#### YOUR INSTRUCTIONS
Your job is to return every line in the data holding the string "Egidienstraße".

Segment Start: RECORDS SHOWN

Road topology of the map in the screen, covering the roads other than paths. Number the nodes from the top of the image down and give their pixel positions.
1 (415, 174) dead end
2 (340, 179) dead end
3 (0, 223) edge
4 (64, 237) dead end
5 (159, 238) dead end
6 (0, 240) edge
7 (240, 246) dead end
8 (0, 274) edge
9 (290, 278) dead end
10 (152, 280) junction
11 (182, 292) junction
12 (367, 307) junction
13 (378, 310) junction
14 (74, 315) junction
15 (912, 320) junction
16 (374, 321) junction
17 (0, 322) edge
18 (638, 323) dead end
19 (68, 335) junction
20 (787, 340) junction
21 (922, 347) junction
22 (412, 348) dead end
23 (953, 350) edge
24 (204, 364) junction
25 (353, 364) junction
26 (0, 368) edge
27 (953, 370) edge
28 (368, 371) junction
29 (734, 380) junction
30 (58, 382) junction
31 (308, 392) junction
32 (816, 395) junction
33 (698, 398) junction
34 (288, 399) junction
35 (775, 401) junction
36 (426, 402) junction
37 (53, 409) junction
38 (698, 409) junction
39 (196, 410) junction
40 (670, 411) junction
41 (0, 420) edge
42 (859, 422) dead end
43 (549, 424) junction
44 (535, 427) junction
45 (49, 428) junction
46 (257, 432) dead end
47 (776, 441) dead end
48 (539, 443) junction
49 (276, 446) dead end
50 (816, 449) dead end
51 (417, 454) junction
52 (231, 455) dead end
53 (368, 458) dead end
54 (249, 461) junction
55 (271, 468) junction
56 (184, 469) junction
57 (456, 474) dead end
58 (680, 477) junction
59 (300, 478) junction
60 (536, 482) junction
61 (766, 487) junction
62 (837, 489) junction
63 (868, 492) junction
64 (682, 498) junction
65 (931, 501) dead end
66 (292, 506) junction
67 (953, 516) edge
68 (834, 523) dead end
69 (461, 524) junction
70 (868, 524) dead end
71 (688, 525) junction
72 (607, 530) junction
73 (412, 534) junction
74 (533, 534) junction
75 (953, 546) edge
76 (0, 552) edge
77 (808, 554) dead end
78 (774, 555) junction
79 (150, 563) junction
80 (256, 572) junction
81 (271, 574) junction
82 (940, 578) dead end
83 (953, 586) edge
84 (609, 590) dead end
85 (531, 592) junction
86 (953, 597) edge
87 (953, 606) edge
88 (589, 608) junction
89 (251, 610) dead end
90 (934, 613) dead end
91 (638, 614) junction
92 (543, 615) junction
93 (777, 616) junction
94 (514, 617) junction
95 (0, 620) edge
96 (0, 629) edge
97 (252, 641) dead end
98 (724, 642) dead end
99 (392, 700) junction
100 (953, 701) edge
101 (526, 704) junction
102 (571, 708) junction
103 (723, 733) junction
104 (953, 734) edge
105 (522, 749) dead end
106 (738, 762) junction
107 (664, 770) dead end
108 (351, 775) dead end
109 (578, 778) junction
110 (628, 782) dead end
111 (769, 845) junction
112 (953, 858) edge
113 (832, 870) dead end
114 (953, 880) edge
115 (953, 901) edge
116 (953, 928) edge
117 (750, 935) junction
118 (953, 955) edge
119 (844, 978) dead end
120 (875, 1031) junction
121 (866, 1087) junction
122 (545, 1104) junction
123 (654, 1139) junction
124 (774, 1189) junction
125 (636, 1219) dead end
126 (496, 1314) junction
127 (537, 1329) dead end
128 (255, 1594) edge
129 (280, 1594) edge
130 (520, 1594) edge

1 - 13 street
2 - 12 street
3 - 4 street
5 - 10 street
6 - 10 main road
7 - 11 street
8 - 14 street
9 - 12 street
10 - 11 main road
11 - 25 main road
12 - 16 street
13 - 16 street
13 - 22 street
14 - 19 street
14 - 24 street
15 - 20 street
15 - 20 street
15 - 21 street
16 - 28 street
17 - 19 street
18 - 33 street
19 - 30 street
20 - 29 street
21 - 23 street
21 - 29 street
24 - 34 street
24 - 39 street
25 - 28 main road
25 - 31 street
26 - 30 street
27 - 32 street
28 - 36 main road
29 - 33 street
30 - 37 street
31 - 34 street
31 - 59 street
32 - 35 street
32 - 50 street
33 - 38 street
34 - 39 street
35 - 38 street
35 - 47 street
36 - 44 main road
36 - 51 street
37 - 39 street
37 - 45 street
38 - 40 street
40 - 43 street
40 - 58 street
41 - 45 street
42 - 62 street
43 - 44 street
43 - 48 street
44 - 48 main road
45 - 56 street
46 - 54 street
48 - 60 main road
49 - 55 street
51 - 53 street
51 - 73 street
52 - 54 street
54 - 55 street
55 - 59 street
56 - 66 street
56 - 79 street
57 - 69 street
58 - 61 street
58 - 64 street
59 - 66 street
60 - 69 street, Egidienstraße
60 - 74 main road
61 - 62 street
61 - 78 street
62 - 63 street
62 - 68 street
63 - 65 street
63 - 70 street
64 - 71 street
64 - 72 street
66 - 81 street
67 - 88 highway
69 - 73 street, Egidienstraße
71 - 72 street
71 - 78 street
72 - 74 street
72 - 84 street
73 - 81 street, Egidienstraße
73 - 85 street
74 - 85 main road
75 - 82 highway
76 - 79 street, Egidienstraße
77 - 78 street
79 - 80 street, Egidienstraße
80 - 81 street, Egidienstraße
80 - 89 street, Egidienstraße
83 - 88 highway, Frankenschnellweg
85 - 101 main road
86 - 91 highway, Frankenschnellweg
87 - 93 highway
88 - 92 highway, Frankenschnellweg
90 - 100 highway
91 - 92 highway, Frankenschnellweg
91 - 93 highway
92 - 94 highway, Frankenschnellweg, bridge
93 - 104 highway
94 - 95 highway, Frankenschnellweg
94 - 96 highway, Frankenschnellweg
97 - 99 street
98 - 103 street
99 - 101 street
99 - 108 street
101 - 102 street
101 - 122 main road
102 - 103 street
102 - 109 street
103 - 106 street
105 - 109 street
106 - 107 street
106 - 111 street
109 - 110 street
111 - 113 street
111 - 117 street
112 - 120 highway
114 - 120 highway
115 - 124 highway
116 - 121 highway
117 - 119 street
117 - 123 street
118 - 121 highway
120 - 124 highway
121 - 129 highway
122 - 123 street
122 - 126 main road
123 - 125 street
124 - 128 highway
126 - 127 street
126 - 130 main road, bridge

Segment End: RECORDS SHOWN

#### YOUR RESPONSE
60 - 69 street, Egidienstraße
69 - 73 street, Egidienstraße
73 - 81 street, Egidienstraße
76 - 79 street, Egidienstraße
79 - 80 street, Egidienstraße
80 - 81 street, Egidienstraße
80 - 89 street, Egidienstraße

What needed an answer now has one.